* _Work to be completed_:
Only lines that contain the word "informazioni" belong in the answer; copy them from the records below.

_ _ _ _

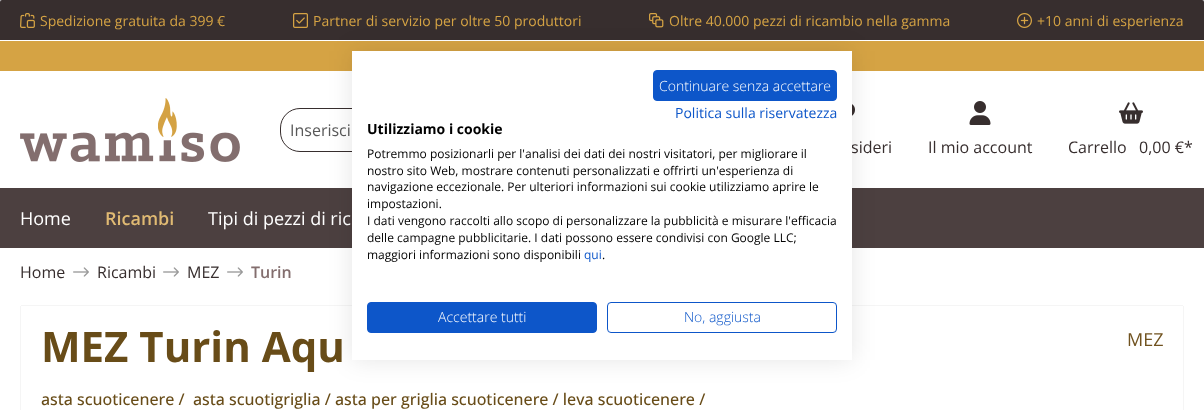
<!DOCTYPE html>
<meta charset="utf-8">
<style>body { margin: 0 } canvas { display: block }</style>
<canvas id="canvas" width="1204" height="410"></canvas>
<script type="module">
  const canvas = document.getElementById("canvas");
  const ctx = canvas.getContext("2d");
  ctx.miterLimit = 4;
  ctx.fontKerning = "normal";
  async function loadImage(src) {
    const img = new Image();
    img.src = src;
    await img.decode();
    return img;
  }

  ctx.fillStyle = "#ffffff";
  ctx.fillRect(0, 0, 1204, 410);
  ctx.drawImage(await loadImage("img1.png"), 0, 0, 1204, 2);
  ctx.fillStyle = "rgba(0, 0, 0, 0.3)";
  ctx.filter = "blur(15px)";
  ctx.beginPath();
  ctx.roundRect(0, 0, 1204, 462, 7);
  ctx.fill();
  ctx.filter = "none";
  ctx.fillStyle = "#ffffff";
  ctx.beginPath();
  ctx.roundRect(0, 0, 1204, 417, 7);
  ctx.fill();
  ctx.fillStyle = "#372e2e";
  ctx.beginPath();
  ctx.roundRect(0, 0, 1204, 40, [2, 2, 0, 0]);
  ctx.fill();
  ctx.drawImage(await loadImage("img2.png"), 20, 13, 15, 15);
  ctx.font = "14px Open Sans";
  ctx.fillStyle = "#d5a344";
  ctx.fillText("Spedizione gratuita da 399 €", 40, 26);
  ctx.drawImage(await loadImage("img3.png"), 293, 13, 15, 15);
  ctx.fillText("Partner di servizio per oltre 50 produttori", 313, 26);
  ctx.drawImage(await loadImage("img4.png"), 649, 13, 15, 15);
  ctx.fillText("Oltre 40.000 pezzi di ricambio nella gamma", 669, 26);
  ctx.drawImage(await loadImage("img5.png"), 1017, 13, 15, 15);
  ctx.fillText("+10 anni di esperienza", 1037, 26);
  ctx.fillRect(0, 41, 1204, 30);
  ctx.drawImage(await loadImage("img6.png"), 20, 98, 220, 64);
  ctx.beginPath();
  ctx.roundRect(280.5, 108.5, 413, 43, [19.5, 0, 0, 19.5]);
  ctx.strokeStyle = "#372e2e";
  ctx.stroke();
  ctx.font = "16px Open Sans";
  ctx.fillStyle = "#595959";
  ctx.fillText("Inserisci", 290, 136);
  ctx.drawImage(await loadImage("img7.png"), 852, 104, 3, 12);
  ctx.fillStyle = "#372e2e";
  ctx.fillText("sideri", 851, 153);
  ctx.drawImage(await loadImage("img8.png"), 969, 101, 22, 24);
  ctx.fillText("Il mio account", 928, 153);
  ctx.drawImage(await loadImage("img9.png"), 1119, 102, 24, 22);
  ctx.fillText("Carrello", 1068, 153);
  ctx.fillText("0,00 €*", 1139, 153);
  ctx.fillStyle = "#4c4040";
  ctx.fillRect(0, 188, 1204, 60);
  ctx.font = "18px Open Sans";
  ctx.fillStyle = "#ffffff";
  ctx.fillText("Home", 20, 225);
  ctx.font = "600 18px Open Sans";
  ctx.fillStyle = "#e0ba73";
  ctx.fillText("Ricambi", 105, 225);
  ctx.font = "18px Open Sans";
  ctx.fillStyle = "#ffffff";
  ctx.fillText("Tipi di pezzi di ric", 208, 225);
  ctx.font = "16px Open Sans";
  ctx.fillStyle = "#372e2e";
  ctx.fillText("Home", 20, 278);
  ctx.drawImage(await loadImage("img10.png"), 73, 267, 16, 10);
  ctx.fillText("Ricambi", 97, 278);
  ctx.drawImage(await loadImage("img10.png"), 163, 267, 16, 10);
  ctx.fillText("MEZ", 187, 278);
  ctx.drawImage(await loadImage("img10.png"), 227, 267, 16, 10);
  ctx.font = "600 16px Open Sans";
  ctx.fillStyle = "#836e6e";
  ctx.fillText("Turin", 251, 278);
  ctx.fillStyle = "#f5f5f5";
  ctx.fillRect(21, 305, 1162, 1);
  ctx.fillRect(1183, 306, 1, 104);
  ctx.fillRect(20, 306, 1, 104);
  ctx.font = "bold 42px Open Sans";
  ctx.fillStyle = "#684c18";
  ctx.fillText("MEZ Turin Aqu", 41, 362);
  ctx.font = "500 16px Open Sans";
  ctx.fillText("asta scuoticenere /", 41, 405);
  ctx.fillText("asta scuotigriglia / asta per griglia scuoticenere / leva scuoticenere /", 193, 405);
  ctx.font = "18px Open Sans";
  ctx.fillStyle = "#715320";
  ctx.fillText("MEZ", 1127, 346);
  ctx.fillStyle = "rgba(0, 0, 0, 0.1)";
  ctx.filter = "blur(12px)";
  ctx.beginPath();
  ctx.rect(352, 51, 500, 309);
  ctx.fill();
  ctx.filter = "none";
  ctx.fillStyle = "#ffffff";
  ctx.fillRect(352, 51, 500, 309);
  ctx.fillStyle = "#0d56c9";
  ctx.beginPath();
  ctx.roundRect(653.5, 70.5, 183, 30, 3.5);
  ctx.fill();
  ctx.strokeStyle = "#0d56c9";
  ctx.stroke();
  ctx.font = "300 14px Open Sans";
  ctx.fillStyle = "#ffffff";
  ctx.fillText("Continuare senza accettare", 659, 91);
  ctx.font = "14px Open Sans";
  ctx.fillStyle = "#0d56c9";
  ctx.fillText("Politica sulla riservatezza", 675, 118);
  ctx.font = "bold 14px Open Sans";
  ctx.fillStyle = "#000000";
  ctx.fillText("Utilizziamo i cookie", 367, 134);
  ctx.font = "12px Open Sans";
  ctx.fillText("Potremmo posizionarli per l'analisi dei dati dei nostri visitatori, per migliorare il", 367, 158);
  ctx.fillText("nostro sito Web, mostrare contenuti personalizzati e offrirti un'esperienza di", 367, 175);
  ctx.fillText("navigazione eccezionale. Per ulteriori informazioni sui cookie utilizziamo aprire le", 367, 191);
  ctx.fillText("impostazioni.", 367, 208);
  ctx.fillText("I dati vengono raccolti allo scopo di personalizzare la pubblicità e misurare l'efficacia", 367, 225);
  ctx.fillText("delle campagne pubblicitarie. I dati possono essere condivisi con Google LLC;", 367, 242);
  ctx.fillText("maggiori informazioni sono disponibili", 367, 259);
  ctx.fillStyle = "#0d56c9";
  ctx.fillText("qui", 584, 259);
  ctx.fillStyle = "#000000";
  ctx.fillText(".", 602, 259);
  ctx.fillStyle = "#0d56c9";
  ctx.beginPath();
  ctx.roundRect(367.5, 302.5, 229, 30, 3.5);
  ctx.fill();
  ctx.stroke();
  ctx.font = "300 14px Open Sans";
  ctx.fillStyle = "#ffffff";
  ctx.fillText("Accettare tutti", 438, 322);
  ctx.beginPath();
  ctx.roundRect(607.5, 302.5, 229, 30, 3.5);
  ctx.stroke();
  ctx.fillStyle = "#0d56c9";
  ctx.fillText("No, aggiusta", 684, 322);
</script>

_ _ _ _

* _Response area_:
  ctx.fillText("navigazione eccezionale. Per ulteriori informazioni sui cookie utilizziamo aprire le", 367, 191);
  ctx.fillText("maggiori informazioni sono disponibili", 367, 259);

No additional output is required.